# Italian espresso suggestions?



## Al Kent (Aug 23, 2012)

I obviously don't expect a simple or definitive answer to this question, but I've just started out with an espresso machine and haven't found the "right" beans yet. Does anyone have any suggestions for what I should try? I like a "traditional" espresso.. not too fruity like most that I've tried so far, maybe more of a bitter chocolate type of flavour. I fell in love with proper espresso in Italy, which is why I've said Italian in the title.


----------



## Milesy (Mar 8, 2012)

Try the londinium beans. The ones I had were roasted too much for my taste but had that typical dark rich Italian feel to it. Maybe something with Robusta in the blend might be more appealing as well?

Maybe something like: http://londiniumespresso.com/products/teres


----------



## Milesy (Mar 8, 2012)

An additional note is you can change the flavour profile by changing grind and extraction.

I can run a quickish shot of a Columbian bean and be very bright and fruity, but do a longer slower shot and be much sweeter, richer and chocolately.


----------



## Al Kent (Aug 23, 2012)

Thanks Milesy.. will give that a try!


----------



## Spazbarista (Dec 6, 2011)

Try Happy Donkey Brazilian. Good value, and very much like Italian coffee.

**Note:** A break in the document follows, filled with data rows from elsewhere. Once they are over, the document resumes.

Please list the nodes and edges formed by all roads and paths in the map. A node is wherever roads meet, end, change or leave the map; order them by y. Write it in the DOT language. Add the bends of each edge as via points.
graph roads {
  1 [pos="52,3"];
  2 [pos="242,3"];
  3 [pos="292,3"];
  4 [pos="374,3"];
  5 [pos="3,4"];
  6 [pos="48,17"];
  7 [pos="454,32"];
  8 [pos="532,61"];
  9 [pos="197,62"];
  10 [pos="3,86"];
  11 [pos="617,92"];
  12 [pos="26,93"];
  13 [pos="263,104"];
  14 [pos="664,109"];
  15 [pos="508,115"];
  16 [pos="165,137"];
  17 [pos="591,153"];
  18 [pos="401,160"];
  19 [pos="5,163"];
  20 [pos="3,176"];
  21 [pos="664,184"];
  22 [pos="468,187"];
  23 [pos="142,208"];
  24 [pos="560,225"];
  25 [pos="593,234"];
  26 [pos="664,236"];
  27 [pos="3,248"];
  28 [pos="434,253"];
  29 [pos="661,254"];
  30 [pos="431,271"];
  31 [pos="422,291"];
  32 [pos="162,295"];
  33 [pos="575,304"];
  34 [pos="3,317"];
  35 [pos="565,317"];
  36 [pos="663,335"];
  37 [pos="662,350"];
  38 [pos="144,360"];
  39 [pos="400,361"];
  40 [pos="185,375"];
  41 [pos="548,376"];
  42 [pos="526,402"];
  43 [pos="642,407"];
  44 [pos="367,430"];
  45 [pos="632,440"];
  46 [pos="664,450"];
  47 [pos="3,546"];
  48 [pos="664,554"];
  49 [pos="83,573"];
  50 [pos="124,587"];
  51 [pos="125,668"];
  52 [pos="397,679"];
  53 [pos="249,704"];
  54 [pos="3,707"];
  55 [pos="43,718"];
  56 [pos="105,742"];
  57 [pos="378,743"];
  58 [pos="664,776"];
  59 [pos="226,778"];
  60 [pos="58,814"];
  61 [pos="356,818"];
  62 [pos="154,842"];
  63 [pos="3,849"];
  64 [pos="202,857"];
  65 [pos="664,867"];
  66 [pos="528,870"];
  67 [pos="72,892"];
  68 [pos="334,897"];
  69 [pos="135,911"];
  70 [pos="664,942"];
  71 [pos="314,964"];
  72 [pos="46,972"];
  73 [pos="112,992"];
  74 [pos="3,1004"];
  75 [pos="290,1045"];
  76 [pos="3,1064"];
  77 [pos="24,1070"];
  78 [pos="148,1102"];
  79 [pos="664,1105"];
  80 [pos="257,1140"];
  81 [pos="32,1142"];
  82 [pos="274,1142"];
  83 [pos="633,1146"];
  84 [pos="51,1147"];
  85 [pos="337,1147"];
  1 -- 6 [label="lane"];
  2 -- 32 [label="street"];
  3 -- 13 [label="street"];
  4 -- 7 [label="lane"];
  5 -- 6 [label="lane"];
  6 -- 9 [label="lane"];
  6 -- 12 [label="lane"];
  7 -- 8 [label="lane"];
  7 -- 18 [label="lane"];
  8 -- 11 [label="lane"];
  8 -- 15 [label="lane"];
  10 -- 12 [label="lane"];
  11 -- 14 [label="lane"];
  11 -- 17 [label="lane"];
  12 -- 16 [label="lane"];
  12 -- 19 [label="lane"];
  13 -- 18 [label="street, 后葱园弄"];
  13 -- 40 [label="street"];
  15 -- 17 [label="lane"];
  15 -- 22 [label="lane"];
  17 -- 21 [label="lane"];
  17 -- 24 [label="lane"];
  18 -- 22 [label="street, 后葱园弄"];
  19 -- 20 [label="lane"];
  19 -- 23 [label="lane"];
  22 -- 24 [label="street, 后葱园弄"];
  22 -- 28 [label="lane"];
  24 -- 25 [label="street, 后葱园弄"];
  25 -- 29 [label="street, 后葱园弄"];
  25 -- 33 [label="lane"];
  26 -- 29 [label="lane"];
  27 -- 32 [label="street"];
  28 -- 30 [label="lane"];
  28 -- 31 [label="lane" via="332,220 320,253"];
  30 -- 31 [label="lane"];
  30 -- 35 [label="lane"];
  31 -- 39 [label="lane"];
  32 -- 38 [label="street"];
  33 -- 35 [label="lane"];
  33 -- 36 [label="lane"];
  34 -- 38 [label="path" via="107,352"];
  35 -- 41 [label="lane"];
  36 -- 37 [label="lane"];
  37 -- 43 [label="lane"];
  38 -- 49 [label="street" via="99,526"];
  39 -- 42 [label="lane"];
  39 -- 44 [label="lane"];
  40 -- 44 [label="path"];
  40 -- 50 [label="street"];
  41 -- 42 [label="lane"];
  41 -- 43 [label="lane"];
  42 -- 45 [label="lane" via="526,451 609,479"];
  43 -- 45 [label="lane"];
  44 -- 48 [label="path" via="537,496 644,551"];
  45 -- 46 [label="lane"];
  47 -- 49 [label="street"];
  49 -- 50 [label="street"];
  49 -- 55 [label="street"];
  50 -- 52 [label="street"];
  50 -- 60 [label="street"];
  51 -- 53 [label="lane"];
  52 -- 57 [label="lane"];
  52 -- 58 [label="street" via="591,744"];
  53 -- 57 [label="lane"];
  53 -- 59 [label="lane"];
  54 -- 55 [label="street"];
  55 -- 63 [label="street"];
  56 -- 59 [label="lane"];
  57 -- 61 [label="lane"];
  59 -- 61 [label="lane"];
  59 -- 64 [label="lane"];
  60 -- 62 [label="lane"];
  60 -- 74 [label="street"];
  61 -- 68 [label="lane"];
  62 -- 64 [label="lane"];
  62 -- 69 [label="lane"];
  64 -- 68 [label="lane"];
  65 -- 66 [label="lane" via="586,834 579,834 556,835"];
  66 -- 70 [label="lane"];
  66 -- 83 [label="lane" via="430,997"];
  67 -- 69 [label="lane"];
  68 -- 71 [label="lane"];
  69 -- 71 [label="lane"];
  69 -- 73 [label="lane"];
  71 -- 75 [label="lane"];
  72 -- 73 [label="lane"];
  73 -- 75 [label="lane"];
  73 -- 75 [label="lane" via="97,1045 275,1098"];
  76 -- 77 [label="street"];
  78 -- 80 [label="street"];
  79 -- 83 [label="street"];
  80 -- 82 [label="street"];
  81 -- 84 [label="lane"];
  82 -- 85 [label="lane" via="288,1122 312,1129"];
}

Or, get in on the Union coffee 20% discount code before the end of August (on forum somewhere) and try Revelation.

Much better quality.


----------



## Al Kent (Aug 23, 2012)

Thanks for this too.. will work my way through them till I find "the one"


----------



## jimbow (Oct 13, 2011)

Try some of the Coffee Real espresso blends or Union Revelation blend.


----------



## Al Kent (Aug 23, 2012)

Can anyone direct me to this 20% discount code? I've searched and searched!


----------



## Spazbarista (Dec 6, 2011)

GB0712

expires friday


----------



## Al Kent (Aug 23, 2012)

Thank you!


----------